6th Edition: Trends in Marketing Communications Law
Last year marked 20 years since Congress passed the Children’s Online Privacy Protection Act (COPPA). Fittingly, the Federal Trade Commission (FTC) kicked off 2018 by settling two back-to-back cases with companies alleged to have violated COPPA. While the FTC spent the remainder of 2018 focusing on outreach and education, holding workshops and providing guidance on COPPA, the state attorneys general flexed their enforcement authority by bringing notable COPPA actions against companies that violated the law.
The New York Attorney General shocked the privacy world when it announced its settlement with Oath, Inc. (Oath), formerly AOL Inc., for its alleged violations of COPPA, totaling $4.95 million — the then-largest COPPA penalty to date. Oath operated several ad exchanges for display ads, conducting billions of auctions for ad space on hundreds of websites the company allegedly knew were directed to children under the age of 13. The Attorney General claimed that Oath violated its own policies by knowingly auctioning display ads on child-directed websites, and by knowingly setting up certain client accounts in a way that would violate COPPA in order to increase ad revenue.
The New Mexico Attorney General similarly made waves after filing a lawsuit against app maker Tiny Lab Productions, alleging that the company failed to give notice of the app’s data collecting and processing practices, and did not obtain verifiable parental consent when collecting children’s personal data, including geolocation data. The Attorney General alleged that the company built detailed profiles of its child users and sold the data to numerous third parties in violation of COPPA.

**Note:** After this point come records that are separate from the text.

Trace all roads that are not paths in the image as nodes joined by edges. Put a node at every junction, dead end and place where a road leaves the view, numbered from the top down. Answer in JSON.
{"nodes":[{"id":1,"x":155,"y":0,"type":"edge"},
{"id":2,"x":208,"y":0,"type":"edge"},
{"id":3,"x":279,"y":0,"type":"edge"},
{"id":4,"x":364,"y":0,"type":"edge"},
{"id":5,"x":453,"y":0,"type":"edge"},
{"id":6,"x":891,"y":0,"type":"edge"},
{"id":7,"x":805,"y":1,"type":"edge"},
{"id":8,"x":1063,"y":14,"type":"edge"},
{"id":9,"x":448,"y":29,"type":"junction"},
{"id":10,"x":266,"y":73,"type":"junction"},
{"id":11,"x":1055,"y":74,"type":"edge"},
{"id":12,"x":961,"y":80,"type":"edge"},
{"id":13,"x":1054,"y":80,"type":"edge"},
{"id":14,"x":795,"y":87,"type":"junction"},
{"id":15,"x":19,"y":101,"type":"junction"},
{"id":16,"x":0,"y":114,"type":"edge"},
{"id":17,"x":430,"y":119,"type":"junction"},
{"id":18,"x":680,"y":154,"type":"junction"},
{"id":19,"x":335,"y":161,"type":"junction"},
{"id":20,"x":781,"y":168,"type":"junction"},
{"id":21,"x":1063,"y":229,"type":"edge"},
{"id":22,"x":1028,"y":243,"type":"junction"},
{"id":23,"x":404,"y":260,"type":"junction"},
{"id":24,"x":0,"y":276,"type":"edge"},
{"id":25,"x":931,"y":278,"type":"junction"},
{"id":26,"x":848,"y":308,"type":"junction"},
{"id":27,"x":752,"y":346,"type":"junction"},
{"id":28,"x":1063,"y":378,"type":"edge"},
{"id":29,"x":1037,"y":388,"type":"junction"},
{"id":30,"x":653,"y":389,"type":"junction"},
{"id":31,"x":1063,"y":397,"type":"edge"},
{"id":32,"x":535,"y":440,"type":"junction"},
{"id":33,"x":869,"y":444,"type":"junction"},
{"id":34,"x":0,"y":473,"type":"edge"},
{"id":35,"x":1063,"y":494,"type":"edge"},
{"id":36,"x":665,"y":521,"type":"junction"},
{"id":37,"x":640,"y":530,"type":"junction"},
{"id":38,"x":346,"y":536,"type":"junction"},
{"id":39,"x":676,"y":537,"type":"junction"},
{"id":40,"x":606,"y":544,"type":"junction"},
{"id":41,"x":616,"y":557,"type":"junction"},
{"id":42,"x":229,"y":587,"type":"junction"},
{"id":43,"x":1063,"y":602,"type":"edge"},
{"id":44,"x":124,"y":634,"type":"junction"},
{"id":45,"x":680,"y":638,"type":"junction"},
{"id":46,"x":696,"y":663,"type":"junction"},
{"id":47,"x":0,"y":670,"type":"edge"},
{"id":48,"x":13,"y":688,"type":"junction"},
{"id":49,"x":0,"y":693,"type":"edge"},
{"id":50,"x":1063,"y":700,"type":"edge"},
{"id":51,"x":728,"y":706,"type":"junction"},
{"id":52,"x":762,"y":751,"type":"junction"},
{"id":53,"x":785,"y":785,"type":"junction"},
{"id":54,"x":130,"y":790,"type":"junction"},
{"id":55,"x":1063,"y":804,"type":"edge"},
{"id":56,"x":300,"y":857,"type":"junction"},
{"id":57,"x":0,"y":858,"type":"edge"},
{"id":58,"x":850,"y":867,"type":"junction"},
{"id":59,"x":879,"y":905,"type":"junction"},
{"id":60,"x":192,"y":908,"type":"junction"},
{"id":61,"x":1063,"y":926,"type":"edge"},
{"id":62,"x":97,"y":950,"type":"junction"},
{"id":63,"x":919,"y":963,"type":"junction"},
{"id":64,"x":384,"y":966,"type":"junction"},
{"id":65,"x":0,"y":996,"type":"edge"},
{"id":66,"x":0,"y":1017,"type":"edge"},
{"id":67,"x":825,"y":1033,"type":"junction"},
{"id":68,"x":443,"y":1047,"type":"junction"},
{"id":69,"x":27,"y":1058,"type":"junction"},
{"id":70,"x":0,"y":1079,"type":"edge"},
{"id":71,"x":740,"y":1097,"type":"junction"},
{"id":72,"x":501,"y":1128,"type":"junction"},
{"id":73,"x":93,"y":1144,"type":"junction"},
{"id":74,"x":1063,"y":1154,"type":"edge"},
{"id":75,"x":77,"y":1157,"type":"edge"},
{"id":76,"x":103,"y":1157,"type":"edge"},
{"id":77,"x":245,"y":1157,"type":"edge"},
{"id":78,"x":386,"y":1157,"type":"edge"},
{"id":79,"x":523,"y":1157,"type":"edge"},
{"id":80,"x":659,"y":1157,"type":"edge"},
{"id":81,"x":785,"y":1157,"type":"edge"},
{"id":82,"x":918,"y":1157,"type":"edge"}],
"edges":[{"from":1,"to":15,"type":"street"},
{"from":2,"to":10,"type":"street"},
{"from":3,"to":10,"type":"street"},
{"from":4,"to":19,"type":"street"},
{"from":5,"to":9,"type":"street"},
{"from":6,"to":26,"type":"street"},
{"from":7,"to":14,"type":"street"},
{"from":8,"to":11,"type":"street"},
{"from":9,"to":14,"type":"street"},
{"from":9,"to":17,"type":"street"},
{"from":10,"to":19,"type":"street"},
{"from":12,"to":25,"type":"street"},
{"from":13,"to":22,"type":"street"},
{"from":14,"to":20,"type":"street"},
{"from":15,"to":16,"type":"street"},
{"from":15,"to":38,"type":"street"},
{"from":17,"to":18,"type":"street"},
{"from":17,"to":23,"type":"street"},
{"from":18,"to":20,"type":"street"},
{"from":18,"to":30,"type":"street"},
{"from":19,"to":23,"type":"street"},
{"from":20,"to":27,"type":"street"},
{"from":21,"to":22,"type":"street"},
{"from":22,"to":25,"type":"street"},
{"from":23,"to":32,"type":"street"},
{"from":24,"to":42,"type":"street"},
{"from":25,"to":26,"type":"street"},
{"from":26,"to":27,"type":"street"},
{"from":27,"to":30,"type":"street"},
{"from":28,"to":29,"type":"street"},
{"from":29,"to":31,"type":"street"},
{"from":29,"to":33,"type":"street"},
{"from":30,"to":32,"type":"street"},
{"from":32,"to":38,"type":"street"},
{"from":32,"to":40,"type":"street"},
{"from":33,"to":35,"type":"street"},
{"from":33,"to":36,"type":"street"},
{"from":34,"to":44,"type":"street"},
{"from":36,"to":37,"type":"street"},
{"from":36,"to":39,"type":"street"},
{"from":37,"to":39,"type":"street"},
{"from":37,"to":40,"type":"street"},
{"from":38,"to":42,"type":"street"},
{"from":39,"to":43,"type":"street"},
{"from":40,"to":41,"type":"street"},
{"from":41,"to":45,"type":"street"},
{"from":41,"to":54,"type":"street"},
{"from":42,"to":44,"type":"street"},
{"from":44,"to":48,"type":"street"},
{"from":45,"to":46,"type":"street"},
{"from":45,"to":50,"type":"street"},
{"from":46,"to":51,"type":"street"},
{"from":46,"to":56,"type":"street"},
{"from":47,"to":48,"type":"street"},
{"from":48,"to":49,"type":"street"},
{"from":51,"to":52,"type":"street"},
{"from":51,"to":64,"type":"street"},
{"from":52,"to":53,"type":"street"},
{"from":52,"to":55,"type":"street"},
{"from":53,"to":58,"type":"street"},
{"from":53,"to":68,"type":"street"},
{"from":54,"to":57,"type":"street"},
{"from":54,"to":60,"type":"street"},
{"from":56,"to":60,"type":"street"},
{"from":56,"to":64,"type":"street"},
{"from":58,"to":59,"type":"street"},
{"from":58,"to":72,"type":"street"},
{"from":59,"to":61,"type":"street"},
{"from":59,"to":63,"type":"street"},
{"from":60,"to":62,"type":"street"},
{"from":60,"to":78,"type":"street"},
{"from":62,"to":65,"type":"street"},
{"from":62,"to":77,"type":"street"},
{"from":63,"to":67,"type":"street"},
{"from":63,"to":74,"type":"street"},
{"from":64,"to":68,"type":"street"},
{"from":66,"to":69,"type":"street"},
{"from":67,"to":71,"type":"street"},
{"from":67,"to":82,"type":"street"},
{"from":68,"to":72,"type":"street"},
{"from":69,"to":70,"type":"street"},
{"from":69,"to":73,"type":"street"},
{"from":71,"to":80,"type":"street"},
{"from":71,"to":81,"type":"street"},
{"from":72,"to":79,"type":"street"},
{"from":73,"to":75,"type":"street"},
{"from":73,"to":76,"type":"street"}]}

The Children’s Advertising Review Unit (CARU), the children’s arm of self-regulation, brought an inquiry last year against Musical.ly, Inc. (now known as TikTok), a video-sharing app, claiming that the app violated COPPA. According to CARU, the app is immensely popular among teenagers and tweens, and many account profiles and user videos posted on the app feature children who appear to be under 13. Despite its popularity with children, the app’s registration process did not require users to disclose their age, and CARU determined that, even though the app was primarily intended for use by a teenage audience, several characteristics of the app demonstrated that it also was directed to children under 13 years of age. CARU recommended that the app implement an age-gate to limit content served to children under 13 and that parental consent be secured prior to the collection of any personal information from those children. Because Musical.ly declined to adhere to all of CARU’s recommendations, CARU referred the matter to the FTC which announced its own COPPA action against the app in February 2019. The FTC’s action resulted in a $5.7 million settlement with the app — as of this writing, the largest civil penalty to date in a COPPA case.
Notably, a coalition of consumer protection organizations filed a complaint with the FTC last spring alleging that YouTube violated COPPA in much the same way as Musical.ly — by knowingly offering its services to, and collecting the data generated by, children under 13 without parental consent. According to the complaint, despite YouTube’s introduction of the COPPA-compliant YouTube Kids service in 2015, most of the under-13 demographic still use the same general audience version of the platform as adults. Teenagers and children under 13 are increasingly using mobile video platforms as their primary source of entertainment, and as this trend continues to grow over the coming years, YouTube and other digital content providers will face mounting pressure to bring their services into compliance with COPPA in a meaningful way.
Key Takeaways
- Despite the FTC bringing only a few COPPA enforcement actions in 2018, companies should not relax their COPPA compliance efforts as the FTC maintains that COPPA is still one of its top priorities, particularly with the emergence of connected toys and the Internet of Everything.
- The state attorneys general and CARU continue to aggressively monitor and enforce COPPA. The New York and New Mexico Attorneys General appear to be particularly vigilant in this area.
- As children increasingly use mobile entertainment platforms, regulators and self-regulators will more closely scrutinize websites and digital platforms with significant child audiences to ensure COPPA compliance, as part of a larger cultural shift toward protecting user privacy online.